MF9375 – Choice modelling in health

Schedule, syllabus and examination date

Course content

Decision-making in the healthcare sector often involves selecting from a set of alternatives. For example, healthcare providers face discrete choices when deciding which diagnostic test to conduct, which medication to prescribe, or which clinic to refer their patients to. Similarly, patients make discrete choices when selecting their general practitioner, choosing a hospital for childbirth, or deciding between brand-name medications and their generic counterparts.

This course offers a practical introduction to applying discrete choice models to various types of data, including registry data, data from discrete choice experiments, and data from laboratory experiments. The focus is on decision-making processes within the health sector, ensuring a high degree of relevance to real-world healthcare scenarios.

The course starts out with an introduction to the literature that provides the motivation and theoretical foundation for modelling behavior by means of logit models. Participants are introduced to key concepts of Discrete Choice Experiments.

Participants are introduced to examples of data structures from other types of choice experiments such as, for example, "dictator games" and "cournot games".
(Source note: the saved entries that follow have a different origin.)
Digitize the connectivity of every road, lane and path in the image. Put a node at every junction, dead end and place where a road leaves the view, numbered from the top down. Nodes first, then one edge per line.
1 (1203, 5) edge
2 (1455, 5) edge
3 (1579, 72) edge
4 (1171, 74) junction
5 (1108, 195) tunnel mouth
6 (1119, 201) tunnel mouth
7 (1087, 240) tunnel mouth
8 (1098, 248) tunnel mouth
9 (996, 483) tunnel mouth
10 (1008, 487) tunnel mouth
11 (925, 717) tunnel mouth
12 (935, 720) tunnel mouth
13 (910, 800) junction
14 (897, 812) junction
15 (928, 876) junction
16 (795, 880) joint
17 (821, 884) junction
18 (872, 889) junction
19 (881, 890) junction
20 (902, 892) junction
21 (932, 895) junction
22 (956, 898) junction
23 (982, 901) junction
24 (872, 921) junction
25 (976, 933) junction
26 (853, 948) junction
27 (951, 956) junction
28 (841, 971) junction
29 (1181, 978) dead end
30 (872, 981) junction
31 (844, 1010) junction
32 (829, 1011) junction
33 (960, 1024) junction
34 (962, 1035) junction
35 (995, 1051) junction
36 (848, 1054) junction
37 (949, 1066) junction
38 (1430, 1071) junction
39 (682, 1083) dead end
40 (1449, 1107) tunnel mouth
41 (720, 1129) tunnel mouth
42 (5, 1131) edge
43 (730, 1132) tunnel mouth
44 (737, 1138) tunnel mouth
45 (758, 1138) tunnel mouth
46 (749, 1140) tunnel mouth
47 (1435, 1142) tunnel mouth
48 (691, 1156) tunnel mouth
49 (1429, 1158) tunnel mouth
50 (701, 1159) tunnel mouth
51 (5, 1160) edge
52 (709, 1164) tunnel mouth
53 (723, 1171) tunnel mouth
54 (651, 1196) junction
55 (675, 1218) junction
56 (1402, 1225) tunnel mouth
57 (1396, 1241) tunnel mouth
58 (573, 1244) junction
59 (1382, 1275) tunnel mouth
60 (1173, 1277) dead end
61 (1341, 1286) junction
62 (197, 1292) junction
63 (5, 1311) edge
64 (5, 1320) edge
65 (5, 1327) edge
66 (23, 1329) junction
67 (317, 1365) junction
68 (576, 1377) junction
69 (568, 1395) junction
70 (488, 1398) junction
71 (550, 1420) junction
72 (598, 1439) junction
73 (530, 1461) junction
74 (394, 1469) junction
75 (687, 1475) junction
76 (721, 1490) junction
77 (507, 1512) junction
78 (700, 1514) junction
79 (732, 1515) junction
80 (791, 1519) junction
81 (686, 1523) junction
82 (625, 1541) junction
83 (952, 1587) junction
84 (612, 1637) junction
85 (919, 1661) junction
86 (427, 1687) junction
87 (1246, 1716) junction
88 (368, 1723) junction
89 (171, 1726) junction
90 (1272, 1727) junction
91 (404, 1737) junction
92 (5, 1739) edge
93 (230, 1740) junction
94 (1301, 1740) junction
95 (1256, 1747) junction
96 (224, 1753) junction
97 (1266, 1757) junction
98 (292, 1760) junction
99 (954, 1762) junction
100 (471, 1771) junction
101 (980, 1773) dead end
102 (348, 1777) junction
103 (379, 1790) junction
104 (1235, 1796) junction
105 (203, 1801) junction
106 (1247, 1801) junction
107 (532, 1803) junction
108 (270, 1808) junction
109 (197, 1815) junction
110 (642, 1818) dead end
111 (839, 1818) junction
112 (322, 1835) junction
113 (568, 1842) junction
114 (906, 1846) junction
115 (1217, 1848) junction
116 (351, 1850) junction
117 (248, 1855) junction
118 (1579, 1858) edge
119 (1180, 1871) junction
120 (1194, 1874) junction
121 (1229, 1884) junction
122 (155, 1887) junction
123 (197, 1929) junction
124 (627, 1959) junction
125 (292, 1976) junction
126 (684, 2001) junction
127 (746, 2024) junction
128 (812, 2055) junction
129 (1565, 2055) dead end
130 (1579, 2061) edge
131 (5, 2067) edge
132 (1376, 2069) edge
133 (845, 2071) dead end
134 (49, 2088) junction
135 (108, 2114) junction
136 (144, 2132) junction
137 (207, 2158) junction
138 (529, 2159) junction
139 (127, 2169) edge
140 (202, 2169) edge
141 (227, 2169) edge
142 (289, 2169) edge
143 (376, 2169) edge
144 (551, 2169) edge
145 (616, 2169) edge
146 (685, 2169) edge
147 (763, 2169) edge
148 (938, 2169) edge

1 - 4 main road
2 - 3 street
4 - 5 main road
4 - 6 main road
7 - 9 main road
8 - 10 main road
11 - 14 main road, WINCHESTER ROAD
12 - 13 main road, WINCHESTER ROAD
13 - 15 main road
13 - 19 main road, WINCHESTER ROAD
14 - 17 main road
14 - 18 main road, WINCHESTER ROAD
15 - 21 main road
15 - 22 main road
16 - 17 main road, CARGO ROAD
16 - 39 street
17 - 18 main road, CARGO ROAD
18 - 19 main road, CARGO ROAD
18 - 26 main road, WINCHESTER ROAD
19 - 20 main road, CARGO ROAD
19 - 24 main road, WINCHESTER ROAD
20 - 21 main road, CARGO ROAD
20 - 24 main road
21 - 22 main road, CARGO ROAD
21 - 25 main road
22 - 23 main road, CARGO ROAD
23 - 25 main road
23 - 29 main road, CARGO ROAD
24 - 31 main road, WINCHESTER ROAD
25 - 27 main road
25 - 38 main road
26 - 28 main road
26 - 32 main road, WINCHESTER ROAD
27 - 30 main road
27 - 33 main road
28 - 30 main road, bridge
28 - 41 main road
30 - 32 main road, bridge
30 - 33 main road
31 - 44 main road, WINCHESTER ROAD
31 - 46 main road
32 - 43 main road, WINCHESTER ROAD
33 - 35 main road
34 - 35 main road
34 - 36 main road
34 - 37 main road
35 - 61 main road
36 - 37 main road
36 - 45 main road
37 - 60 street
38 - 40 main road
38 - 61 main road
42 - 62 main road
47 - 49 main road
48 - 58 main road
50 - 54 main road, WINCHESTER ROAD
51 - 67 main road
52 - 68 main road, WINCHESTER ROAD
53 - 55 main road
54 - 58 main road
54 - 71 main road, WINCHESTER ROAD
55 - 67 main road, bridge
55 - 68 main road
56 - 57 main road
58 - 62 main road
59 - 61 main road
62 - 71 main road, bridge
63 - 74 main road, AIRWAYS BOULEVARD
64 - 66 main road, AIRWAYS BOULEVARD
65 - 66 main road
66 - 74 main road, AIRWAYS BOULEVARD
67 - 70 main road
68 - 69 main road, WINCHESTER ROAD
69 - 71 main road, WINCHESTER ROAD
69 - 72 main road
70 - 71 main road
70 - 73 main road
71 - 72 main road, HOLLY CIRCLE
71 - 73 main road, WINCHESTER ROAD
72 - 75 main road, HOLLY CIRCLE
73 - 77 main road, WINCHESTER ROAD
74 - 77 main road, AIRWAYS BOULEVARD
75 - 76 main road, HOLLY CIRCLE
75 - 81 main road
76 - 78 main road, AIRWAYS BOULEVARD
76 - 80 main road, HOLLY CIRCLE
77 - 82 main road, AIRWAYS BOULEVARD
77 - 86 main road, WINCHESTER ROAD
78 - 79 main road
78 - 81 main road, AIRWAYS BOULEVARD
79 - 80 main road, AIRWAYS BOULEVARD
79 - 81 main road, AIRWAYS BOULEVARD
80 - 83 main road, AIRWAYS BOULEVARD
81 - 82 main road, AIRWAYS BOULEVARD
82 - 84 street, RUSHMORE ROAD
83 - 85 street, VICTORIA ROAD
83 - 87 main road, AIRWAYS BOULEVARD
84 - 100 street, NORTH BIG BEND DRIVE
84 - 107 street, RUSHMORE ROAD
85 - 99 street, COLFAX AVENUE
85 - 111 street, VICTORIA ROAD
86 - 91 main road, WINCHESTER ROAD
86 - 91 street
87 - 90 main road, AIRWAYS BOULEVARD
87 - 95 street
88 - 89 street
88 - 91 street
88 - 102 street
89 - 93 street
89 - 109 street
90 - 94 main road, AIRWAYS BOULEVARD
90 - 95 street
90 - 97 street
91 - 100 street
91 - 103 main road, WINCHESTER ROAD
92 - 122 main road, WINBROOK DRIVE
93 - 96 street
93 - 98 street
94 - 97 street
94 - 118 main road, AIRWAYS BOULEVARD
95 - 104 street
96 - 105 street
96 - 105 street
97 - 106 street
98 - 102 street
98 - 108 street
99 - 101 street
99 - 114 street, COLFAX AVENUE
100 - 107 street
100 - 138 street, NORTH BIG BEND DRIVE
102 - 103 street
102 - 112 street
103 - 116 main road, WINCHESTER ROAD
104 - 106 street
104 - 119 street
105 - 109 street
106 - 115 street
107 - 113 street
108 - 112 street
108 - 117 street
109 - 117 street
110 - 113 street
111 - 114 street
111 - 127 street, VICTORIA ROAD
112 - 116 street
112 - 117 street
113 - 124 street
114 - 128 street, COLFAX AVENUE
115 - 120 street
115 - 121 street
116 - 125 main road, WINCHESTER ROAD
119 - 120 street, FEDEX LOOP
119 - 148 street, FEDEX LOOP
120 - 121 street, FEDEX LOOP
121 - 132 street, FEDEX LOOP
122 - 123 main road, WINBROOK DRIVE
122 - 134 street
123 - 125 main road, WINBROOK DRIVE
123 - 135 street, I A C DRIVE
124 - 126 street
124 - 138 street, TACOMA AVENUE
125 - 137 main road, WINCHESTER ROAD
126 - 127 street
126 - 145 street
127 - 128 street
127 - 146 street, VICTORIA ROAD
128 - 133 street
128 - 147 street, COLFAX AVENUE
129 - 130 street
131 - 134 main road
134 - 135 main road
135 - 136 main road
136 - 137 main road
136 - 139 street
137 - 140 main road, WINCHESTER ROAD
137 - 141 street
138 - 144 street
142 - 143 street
The course proceeds in a workshop format. Participants will be provided with case material comprising example data sets and code. Participants will be working actively with analyzing example data sets in Stata and learn how to simulate choice behavior. The software used in the course is Stata, Excel with Excel solver add-in, and Gambit. Some code for conducting analysis in R will be made available for R-users upon request.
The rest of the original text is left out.